**Exercise prompt**
Produce a verbatim transcript of the entries below, excluding pictures.

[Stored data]
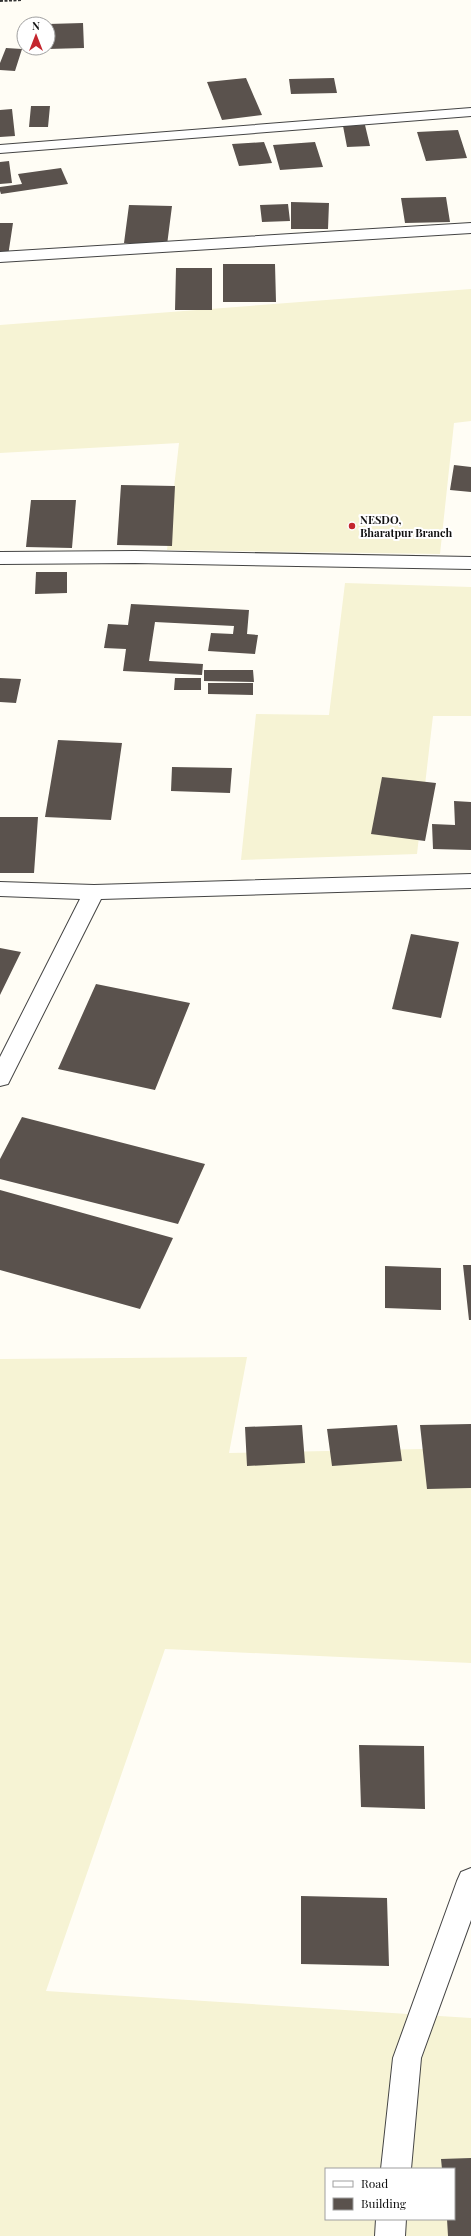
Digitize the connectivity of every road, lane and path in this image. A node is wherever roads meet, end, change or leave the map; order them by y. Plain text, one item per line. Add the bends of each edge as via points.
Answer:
1 (22, 0) edge
2 (0, 1) edge
3 (471, 112) edge
4 (0, 149) edge
5 (471, 228) edge
6 (0, 257) edge
7 (0, 558) edge
8 (471, 562) edge
9 (471, 881) edge
10 (0, 889) edge
11 (94, 892) junction
12 (0, 1078) edge
13 (471, 1881) edge
14 (396, 2168) edge
15 (391, 2220) edge
16 (390, 2236) edge

1 - 2 path
3 - 4 street
5 - 6 street
7 - 8 street via 135,557
9 - 11 street
10 - 11 street
11 - 12 street
13 - 14 street via 406,2058
15 - 16 street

**Result of this task**
Digitize the connectivity of every road, lane and path in this image. A node is wherever roads meet, end, change or leave the map; order them by y. Plain text, one item per line. Add the bends of each edge as via points.
Answer:
1 (22, 0) edge
2 (0, 1) edge
3 (471, 112) edge
4 (0, 149) edge
5 (471, 228) edge
6 (0, 257) edge
7 (0, 558) edge
8 (471, 562) edge
9 (471, 881) edge
10 (0, 889) edge
11 (94, 892) junction
12 (0, 1078) edge
13 (471, 1881) edge
14 (396, 2168) edge
15 (391, 2220) edge
16 (390, 2236) edge

1 - 2 path
3 - 4 street
5 - 6 street
7 - 8 street via 135,557
9 - 11 street
10 - 11 street
11 - 12 street
13 - 14 street via 406,2058
15 - 16 street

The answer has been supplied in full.